Catherine: There was a question — are you currently writing prescriptions S two puffs per day?
Dr. Hogan: Actually, especially if they are an AIR patient, I write it as two puffs twice a day because that is what the description says, and then I tell them to use their action plan. We all are hopeful. We cannot wait until the system changes. We have to do our work around that we need to do because this is too important to wait until the FDA decides, oh, yeah, I think it is a good idea. So, yes, I’m not quite saying on the prescription what I am actually having them do in real life.
Catherine: OK. Let’s see here. Are there equity studies on who is being prescribed SMART versus just albuterol so we can learn more about access and how we can improve it?

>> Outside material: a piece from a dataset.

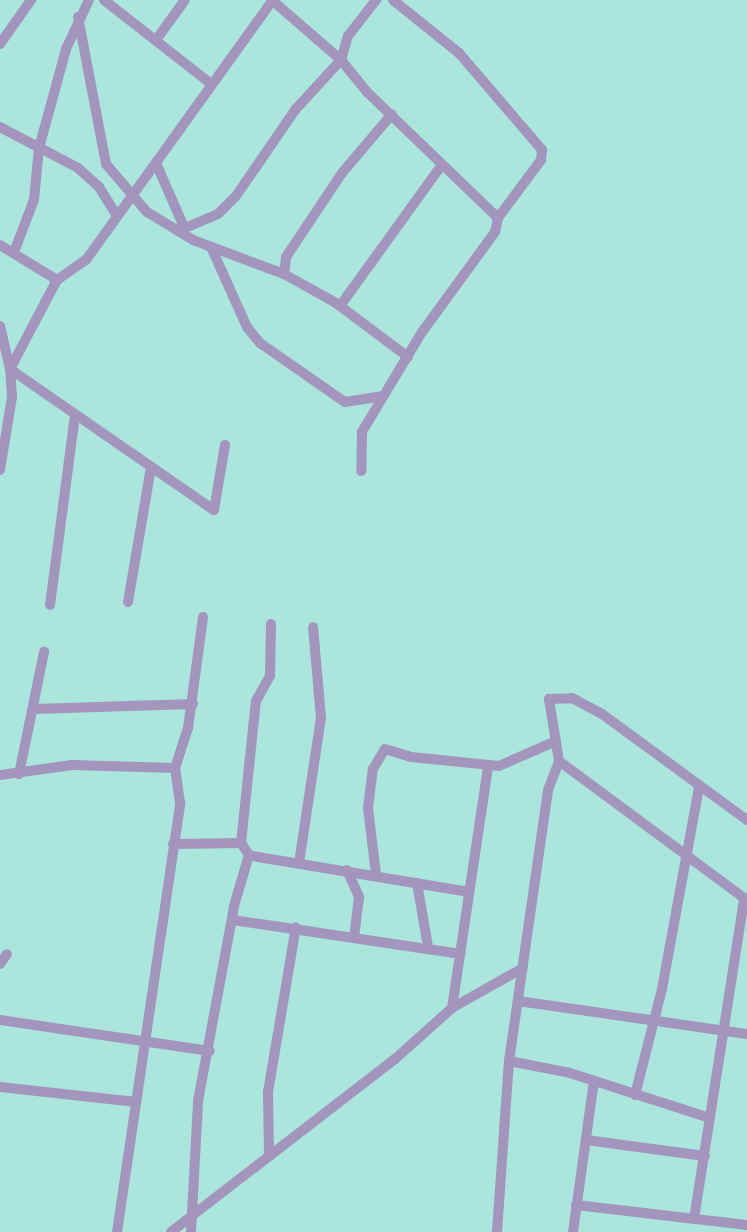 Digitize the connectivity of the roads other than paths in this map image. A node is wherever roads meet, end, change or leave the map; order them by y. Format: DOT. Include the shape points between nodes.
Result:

Dr. Hogan: I’m sure there are. I am probably not able to answer that at this moment, but the current thinking is, again, this particular way of treating asthma, because it is so much more accessible across a large population, could potentially, especially if you don’t need to have an inhaler every day, that you can dial up when you are having symptoms for AIR or when you are having mild, persistent asthma, the number of puffs you need on a daily basis is much less than what is contained in the inhaler, and we probably will be able to level — or not level, but at least decreased some health care disparities at least in terms of access to quantity of medication.
Catherine: OK. I am sorry. We’re at the top of the hour now. There were a lot of questions we did not get to, and we are sorry for that. Thank you so much. This has been really informative. We have two webinars coming up in August. First, we will welcome back Dr. David stuck us. He will talk about childhood asthma and how to teach children to use inhalers properly. On August 27 at 12:00 p.m. Eastern, we will welcome Dr. and Maitland to discuss seasonal allergies and optimizing treatment for each patient. You will receive an email from Zoom in a few days with a link to the recording and an evaluation. That is really important to give us feedback, and some additional resources. Again, thank you so much, from all of us here at the allergy and asthma network. Join us as we work every day to breathe better together. Have a good evening, everyone, and we will see you at the next webinar.